The bioavailability of propranolol (PL) after oral administration of ester-type prodrug was compared in rat and dog, and the possible reason for species difference was investigated. In dog, the oral bioavailability of PL was enhanced by the use of prodrug due to saturation of metabolism of PL. In contrast, high (10 mg/kg) and low (2.5 mg/kg) doses of butyryl PL and isovaleryl PL failed to improve oral bioavailability of PL in rats. The hydrolase activities for prodrugs in rat liver were lower than those of dog (by 4-12-fold), but those of rat intestinal mucosa were significantly higher than those of dog (50-260-fold). Although it is clear from the in vitro hydrolysis using subcellular fractions that the rapid hydrolysis in intestinal mucosa was mainly due to cytosolic components, the brush-border membrane vesicle in rat intestine also showed hydrolase activity for both prodrugs.

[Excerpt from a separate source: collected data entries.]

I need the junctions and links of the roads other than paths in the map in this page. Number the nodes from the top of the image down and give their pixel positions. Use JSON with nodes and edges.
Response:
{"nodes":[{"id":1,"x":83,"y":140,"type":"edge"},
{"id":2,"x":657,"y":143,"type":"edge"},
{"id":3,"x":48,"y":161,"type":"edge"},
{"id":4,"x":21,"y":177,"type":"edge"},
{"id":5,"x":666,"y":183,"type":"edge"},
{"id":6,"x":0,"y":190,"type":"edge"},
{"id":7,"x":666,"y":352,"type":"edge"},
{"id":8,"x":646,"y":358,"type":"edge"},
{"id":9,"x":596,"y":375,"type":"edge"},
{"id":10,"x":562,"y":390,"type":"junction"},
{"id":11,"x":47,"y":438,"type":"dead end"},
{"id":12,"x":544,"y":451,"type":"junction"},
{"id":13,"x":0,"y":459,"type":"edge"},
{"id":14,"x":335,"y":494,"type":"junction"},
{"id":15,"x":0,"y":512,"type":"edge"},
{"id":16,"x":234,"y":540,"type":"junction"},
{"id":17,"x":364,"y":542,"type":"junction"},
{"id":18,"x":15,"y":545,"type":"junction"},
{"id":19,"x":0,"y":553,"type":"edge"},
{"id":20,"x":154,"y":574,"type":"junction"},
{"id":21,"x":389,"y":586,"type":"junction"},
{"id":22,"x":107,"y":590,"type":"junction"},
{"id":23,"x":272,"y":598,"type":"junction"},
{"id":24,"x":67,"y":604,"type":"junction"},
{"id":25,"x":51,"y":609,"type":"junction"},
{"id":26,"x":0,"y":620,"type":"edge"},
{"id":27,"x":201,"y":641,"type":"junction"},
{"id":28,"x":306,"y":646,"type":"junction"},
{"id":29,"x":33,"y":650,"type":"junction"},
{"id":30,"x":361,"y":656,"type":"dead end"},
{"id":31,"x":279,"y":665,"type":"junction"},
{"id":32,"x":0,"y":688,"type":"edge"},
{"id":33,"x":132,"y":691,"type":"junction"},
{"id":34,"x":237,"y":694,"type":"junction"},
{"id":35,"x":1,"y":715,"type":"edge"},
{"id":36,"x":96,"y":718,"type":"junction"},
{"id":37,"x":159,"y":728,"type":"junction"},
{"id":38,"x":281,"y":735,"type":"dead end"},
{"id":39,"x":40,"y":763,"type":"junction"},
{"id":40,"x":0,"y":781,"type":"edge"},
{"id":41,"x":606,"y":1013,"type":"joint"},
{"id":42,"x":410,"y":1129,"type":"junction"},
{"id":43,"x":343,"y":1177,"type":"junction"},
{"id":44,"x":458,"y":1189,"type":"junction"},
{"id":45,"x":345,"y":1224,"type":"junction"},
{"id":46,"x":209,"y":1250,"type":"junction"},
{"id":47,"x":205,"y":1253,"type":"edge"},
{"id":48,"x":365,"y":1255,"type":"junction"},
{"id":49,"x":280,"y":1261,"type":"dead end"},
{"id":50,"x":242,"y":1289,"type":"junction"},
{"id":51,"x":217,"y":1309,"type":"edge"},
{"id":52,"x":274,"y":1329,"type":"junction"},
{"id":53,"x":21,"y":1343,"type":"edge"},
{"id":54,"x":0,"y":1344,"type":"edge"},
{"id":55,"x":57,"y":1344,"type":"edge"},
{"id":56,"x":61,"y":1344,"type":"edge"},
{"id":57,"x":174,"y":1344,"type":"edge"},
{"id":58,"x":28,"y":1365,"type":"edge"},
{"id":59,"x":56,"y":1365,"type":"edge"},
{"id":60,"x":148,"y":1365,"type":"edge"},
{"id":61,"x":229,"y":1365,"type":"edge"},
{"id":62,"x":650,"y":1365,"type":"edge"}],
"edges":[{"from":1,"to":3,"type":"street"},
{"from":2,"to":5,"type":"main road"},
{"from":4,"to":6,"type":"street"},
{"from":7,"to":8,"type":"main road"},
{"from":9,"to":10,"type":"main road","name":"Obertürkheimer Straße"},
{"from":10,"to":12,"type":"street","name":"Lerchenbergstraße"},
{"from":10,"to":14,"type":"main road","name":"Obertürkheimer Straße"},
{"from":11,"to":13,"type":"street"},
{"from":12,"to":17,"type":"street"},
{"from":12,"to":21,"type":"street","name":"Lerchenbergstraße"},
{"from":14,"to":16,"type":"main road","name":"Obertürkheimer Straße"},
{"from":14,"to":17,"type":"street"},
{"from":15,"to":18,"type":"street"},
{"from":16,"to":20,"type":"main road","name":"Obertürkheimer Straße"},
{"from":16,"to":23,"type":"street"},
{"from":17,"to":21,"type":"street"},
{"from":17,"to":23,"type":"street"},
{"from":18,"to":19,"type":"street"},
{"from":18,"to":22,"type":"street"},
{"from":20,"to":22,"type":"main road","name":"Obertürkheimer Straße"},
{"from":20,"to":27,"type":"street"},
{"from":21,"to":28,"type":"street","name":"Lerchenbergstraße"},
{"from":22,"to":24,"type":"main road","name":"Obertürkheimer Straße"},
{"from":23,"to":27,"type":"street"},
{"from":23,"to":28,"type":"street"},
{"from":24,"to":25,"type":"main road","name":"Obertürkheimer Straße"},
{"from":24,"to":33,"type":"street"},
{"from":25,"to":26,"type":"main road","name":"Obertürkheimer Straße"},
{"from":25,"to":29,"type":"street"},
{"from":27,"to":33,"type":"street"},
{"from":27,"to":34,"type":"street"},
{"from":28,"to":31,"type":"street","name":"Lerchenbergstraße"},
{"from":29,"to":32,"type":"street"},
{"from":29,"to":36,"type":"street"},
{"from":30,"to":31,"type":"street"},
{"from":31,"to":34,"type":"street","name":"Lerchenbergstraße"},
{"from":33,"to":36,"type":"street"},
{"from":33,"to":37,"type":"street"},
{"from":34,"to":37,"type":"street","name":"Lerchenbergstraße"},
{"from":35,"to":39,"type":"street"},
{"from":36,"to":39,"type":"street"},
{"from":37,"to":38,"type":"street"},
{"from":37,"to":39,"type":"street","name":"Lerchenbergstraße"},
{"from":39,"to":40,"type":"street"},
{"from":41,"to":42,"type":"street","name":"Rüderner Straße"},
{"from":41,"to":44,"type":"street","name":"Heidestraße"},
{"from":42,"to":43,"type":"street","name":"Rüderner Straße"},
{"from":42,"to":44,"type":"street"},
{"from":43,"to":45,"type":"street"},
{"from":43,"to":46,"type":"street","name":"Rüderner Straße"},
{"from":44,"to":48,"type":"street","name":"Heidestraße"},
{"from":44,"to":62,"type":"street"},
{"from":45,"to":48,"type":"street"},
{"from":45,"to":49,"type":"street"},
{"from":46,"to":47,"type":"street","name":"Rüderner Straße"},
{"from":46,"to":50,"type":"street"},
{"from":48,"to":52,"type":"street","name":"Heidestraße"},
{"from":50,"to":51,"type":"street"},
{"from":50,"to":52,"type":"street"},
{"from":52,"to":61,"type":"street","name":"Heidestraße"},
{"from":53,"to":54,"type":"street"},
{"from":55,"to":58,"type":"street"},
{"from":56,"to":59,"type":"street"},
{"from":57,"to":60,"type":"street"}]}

In situ absorption experiment in rat revealed an improvement in the apparent absorption rate of PL as the result of prodrug use (1.3-fold) and the nearly complete hydrolysis of isovaleryl PL during intestinal absorption, which is a slower hydrolyzed prodrug than butyryl PL in intestinal mucosa and liver. The defects for enhancing oral bioavailability in rats appears to be based on an unsaturation of metabolism for PL, which is derived from a decrease in PL concentration in hepatocytes, owing to rapid hydrolysis of the prodrug in intestinal mucosa and slow hydrolysis of the prodrug in liver. Furthermore, human intestinal mucosa showed a surprisingly high hydrolase activity in microsomes. Therefore, the oral bioavailability of PL after administration of prodrugs might be not significantly improved in human.

PMID:
9570338
[Indexed for MEDLINE]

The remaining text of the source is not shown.